What are the barriers to implementing RL in real AWE kites, and how might these barriers be overcome?
The virtual environment we use in our paper to train the kite controller is highly simplified, and in general, the gap between simulation and reality is wide. We therefore regard the present work primarily as a stimulus for the AWE community to delve deeper into alternatives to model-predictive control, such as RL.
On the physics side, we found that some phases of an AWE-generating cycle are very difficult for our system to learn, and they require painful fine-tuning of the reward structure. This is especially true when the kite is close to the ground, where winds are weaker, and errors are the most punishing. In those cases, it might be a wise choice to use other heuristic, hard-wired control strategies rather than RL.
Finally, in a virtual environment like the one used for RL training in this work, it is possible to run many trials. In real power kites, this approach is not feasible – it would take too long.
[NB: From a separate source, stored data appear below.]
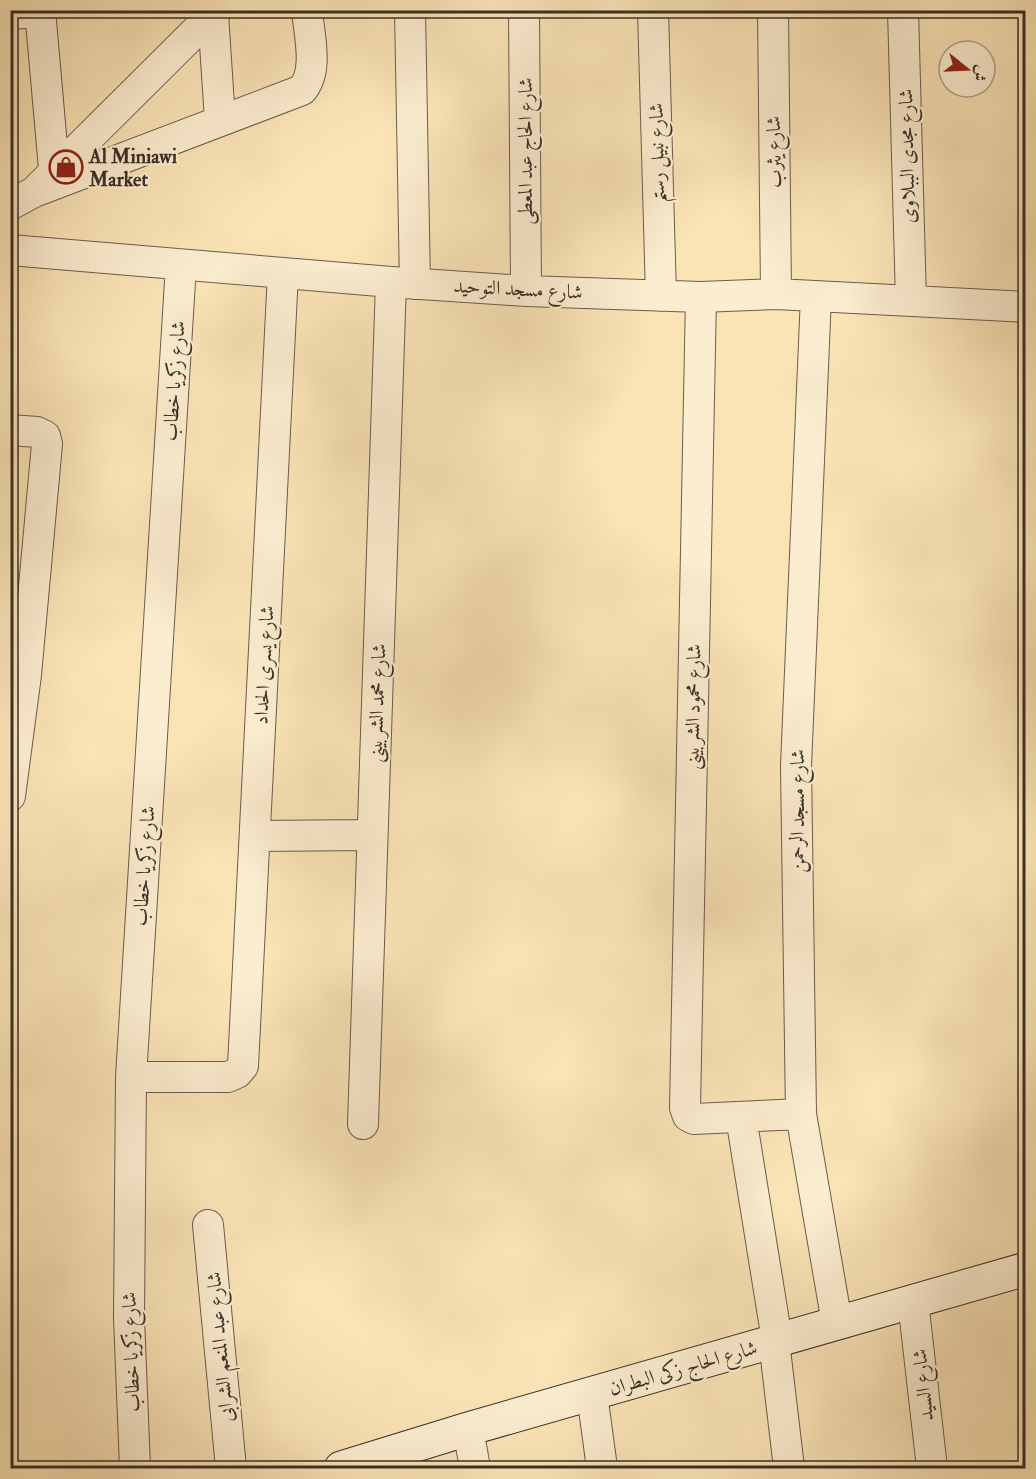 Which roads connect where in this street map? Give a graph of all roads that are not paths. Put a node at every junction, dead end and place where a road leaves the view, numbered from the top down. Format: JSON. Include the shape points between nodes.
{"nodes":[{"id":1,"x":307,"y":10,"type":"edge"},
{"id":2,"x":410,"y":10,"type":"edge"},
{"id":3,"x":524,"y":10,"type":"edge"},
{"id":4,"x":653,"y":10,"type":"edge"},
{"id":5,"x":773,"y":10,"type":"edge"},
{"id":6,"x":903,"y":10,"type":"edge"},
{"id":7,"x":40,"y":11,"type":"edge"},
{"id":8,"x":215,"y":12,"type":"edge"},
{"id":9,"x":10,"y":14,"type":"edge"},
{"id":10,"x":220,"y":120,"type":"junction"},
{"id":11,"x":54,"y":169,"type":"junction"},
{"id":12,"x":22,"y":199,"type":"edge"},
{"id":13,"x":10,"y":250,"type":"edge"},
{"id":14,"x":181,"y":265,"type":"junction"},
{"id":15,"x":283,"y":273,"type":"junction"},
{"id":16,"x":403,"y":283,"type":"junction"},
{"id":17,"x":526,"y":291,"type":"junction"},
{"id":18,"x":776,"y":294,"type":"junction"},
{"id":19,"x":661,"y":296,"type":"junction"},
{"id":20,"x":816,"y":296,"type":"junction"},
{"id":21,"x":701,"y":297,"type":"junction"},
{"id":22,"x":911,"y":301,"type":"junction"},
{"id":23,"x":1026,"y":307,"type":"edge"},
{"id":24,"x":10,"y":430,"type":"edge"},
{"id":25,"x":11,"y":791,"type":"edge"},
{"id":26,"x":372,"y":835,"type":"junction"},
{"id":27,"x":256,"y":836,"type":"junction"},
{"id":28,"x":131,"y":1077,"type":"junction"},
{"id":29,"x":801,"y":1114,"type":"junction"},
{"id":30,"x":741,"y":1117,"type":"junction"},
{"id":31,"x":363,"y":1124,"type":"dead end"},
{"id":32,"x":208,"y":1225,"type":"dead end"},
{"id":33,"x":1026,"y":1269,"type":"edge"},
{"id":34,"x":913,"y":1302,"type":"junction"},
{"id":35,"x":837,"y":1323,"type":"junction"},
{"id":36,"x":776,"y":1341,"type":"junction"},
{"id":37,"x":592,"y":1394,"type":"junction"},
{"id":38,"x":468,"y":1429,"type":"junction"},
{"id":39,"x":355,"y":1466,"type":"edge"},
{"id":40,"x":135,"y":1468,"type":"edge"},
{"id":41,"x":231,"y":1468,"type":"edge"},
{"id":42,"x":475,"y":1468,"type":"edge"},
{"id":43,"x":602,"y":1468,"type":"edge"},
{"id":44,"x":789,"y":1468,"type":"edge"},
{"id":45,"x":932,"y":1468,"type":"edge"}],
"edges":[{"from":1,"to":10,"type":"street","via":[[311,70],[307,85]]},
{"from":2,"to":16,"type":"street","name":"شارع محمد الشربينى"},
{"from":3,"to":17,"type":"street","name":"شارع الحاج عبد المعطى"},
{"from":4,"to":19,"type":"street","name":"شارع نبيل رستم"},
{"from":5,"to":18,"type":"street","name":"شارع يثرب"},
{"from":6,"to":22,"type":"street","name":"شارع مجدى الببلاوى"},
{"from":7,"to":9,"type":"street"},
{"from":7,"to":11,"type":"street"},
{"from":8,"to":10,"type":"street"},
{"from":8,"to":11,"type":"street"},
{"from":10,"to":12,"type":"street"},
{"from":11,"to":12,"type":"street"},
{"from":13,"to":14,"type":"street","name":"شارع مسجد التوحيد"},
{"from":14,"to":15,"type":"street","name":"شارع مسجد التوحيد"},
{"from":14,"to":28,"type":"street","name":"شارع زكريا خطاب"},
{"from":15,"to":16,"type":"street","name":"شارع مسجد التوحيد"},
{"from":15,"to":27,"type":"street","name":"شارع يسرى الحداد"},
{"from":16,"to":17,"type":"street","name":"شارع مسجد التوحيد"},
{"from":16,"to":26,"type":"street","name":"شارع محمد الشربينى"},
{"from":17,"to":19,"type":"street","name":"شارع مسجد التوحيد"},
{"from":18,"to":20,"type":"street","name":"شارع مسجد التوحيد"},
{"from":18,"to":21,"type":"street","name":"شارع مسجد التوحيد"},
{"from":19,"to":21,"type":"street","name":"شارع مسجد التوحيد"},
{"from":20,"to":22,"type":"street","name":"شارع مسجد التوحيد"},
{"from":20,"to":29,"type":"street","name":"شارع مسجد الرحمن","via":[[796,766]]},
{"from":21,"to":30,"type":"street","name":"شارع محمود الشربينى","via":[[685,1108],[694,1119]]},
{"from":22,"to":23,"type":"street","name":"شارع مسجد التوحيد"},
{"from":24,"to":25,"type":"street","via":[[37,432],[45,436],[47,444]]},
{"from":26,"to":27,"type":"street"},
{"from":26,"to":31,"type":"street","name":"شارع محمد الشربينى"},
{"from":27,"to":28,"type":"street","name":"شارع يسرى الحداد","via":[[243,1066],[228,1077]]},
{"from":28,"to":40,"type":"street","name":"شارع زكريا خطاب","via":[[129,1318]]},
{"from":29,"to":30,"type":"street"},
{"from":29,"to":35,"type":"street","name":"شارع مسجد الرحمن"},
{"from":30,"to":36,"type":"street"},
{"from":32,"to":41,"type":"street","name":"شارع عبد المنعم الشرابى"},
{"from":33,"to":34,"type":"street","name":"شارع الحاج زكى البطران"},
{"from":34,"to":35,"type":"street","name":"شارع الحاج زكى البطران"},
{"from":34,"to":45,"type":"street","name":"شارع السيد"},
{"from":35,"to":36,"type":"street","name":"شارع الحاج زكى البطران"},
{"from":36,"to":37,"type":"street","name":"شارع الحاج زكى البطران"},
{"from":36,"to":44,"type":"street"},
{"from":37,"to":38,"type":"street","name":"شارع الحاج زكى البطران"},
{"from":37,"to":43,"type":"street"},
{"from":38,"to":39,"type":"street","name":"شارع الحاج زكى البطران"},
{"from":38,"to":42,"type":"street"}]}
However, techniques like offline RL might resolve this issue by interleaving a few field experiments where data are collected with extensive offline optimization of the strategy. We successfully used this approach in our previous work to train real gliders for soaring.
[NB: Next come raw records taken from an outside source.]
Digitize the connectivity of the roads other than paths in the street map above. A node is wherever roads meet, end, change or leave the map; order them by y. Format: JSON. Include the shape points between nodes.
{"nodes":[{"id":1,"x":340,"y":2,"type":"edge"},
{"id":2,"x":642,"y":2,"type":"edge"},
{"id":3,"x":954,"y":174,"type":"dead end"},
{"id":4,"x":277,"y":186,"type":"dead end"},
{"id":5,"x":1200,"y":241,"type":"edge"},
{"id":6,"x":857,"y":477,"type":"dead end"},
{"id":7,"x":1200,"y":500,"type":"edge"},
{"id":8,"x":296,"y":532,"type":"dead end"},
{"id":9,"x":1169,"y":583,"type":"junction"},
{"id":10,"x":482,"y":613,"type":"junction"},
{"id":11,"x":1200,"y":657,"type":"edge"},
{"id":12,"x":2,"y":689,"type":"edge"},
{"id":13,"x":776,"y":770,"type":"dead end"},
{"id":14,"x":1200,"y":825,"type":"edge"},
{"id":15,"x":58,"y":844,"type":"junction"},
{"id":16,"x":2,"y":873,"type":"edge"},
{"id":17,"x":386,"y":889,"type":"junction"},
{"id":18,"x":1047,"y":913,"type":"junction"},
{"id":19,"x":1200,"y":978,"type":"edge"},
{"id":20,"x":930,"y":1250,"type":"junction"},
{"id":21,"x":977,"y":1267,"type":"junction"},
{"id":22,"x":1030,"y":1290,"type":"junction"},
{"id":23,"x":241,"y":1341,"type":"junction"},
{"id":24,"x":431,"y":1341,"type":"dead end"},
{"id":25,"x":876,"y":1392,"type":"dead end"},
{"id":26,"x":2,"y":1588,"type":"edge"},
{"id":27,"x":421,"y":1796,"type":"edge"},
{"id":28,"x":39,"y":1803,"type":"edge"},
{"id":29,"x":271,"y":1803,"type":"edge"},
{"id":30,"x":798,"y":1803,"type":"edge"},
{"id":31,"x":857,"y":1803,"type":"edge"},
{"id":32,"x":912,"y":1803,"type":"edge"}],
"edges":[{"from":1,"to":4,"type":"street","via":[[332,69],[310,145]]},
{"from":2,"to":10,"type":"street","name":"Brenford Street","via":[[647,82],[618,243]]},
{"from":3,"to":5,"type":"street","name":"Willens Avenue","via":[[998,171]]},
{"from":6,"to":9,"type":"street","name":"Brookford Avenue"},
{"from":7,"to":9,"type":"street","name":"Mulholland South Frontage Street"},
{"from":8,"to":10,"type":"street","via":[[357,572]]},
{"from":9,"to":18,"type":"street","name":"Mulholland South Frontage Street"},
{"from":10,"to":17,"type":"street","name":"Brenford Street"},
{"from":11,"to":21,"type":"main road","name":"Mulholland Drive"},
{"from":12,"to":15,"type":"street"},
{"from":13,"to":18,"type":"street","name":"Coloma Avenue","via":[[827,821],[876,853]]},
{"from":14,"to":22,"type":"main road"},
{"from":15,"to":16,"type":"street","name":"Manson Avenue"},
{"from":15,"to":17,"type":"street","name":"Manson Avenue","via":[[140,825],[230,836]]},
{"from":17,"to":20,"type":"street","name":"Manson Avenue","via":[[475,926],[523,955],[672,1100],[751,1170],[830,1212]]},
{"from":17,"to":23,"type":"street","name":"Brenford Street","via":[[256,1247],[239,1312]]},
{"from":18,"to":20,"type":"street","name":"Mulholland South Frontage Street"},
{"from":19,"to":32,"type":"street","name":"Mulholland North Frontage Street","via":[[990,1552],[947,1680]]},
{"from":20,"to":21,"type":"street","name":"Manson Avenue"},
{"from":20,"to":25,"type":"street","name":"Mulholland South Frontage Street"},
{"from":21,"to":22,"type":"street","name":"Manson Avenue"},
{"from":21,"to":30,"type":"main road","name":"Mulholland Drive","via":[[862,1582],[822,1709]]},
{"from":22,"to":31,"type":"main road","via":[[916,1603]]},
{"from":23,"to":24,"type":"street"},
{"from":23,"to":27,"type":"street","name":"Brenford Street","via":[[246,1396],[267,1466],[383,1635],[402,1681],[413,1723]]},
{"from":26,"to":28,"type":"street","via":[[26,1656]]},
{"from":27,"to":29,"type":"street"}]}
What do you plan to do next?
We would like to explore the use of offline RL to optimize energy production for a small, real AWE system. In our opinion, the application to low-power systems is particularly relevant in contexts where access to the power grid is limited or uncertain. A lightweight, easily portable device that can produce even small amounts of energy might make a big difference in the everyday lives of remote, rural communities and, more generally, in the global south.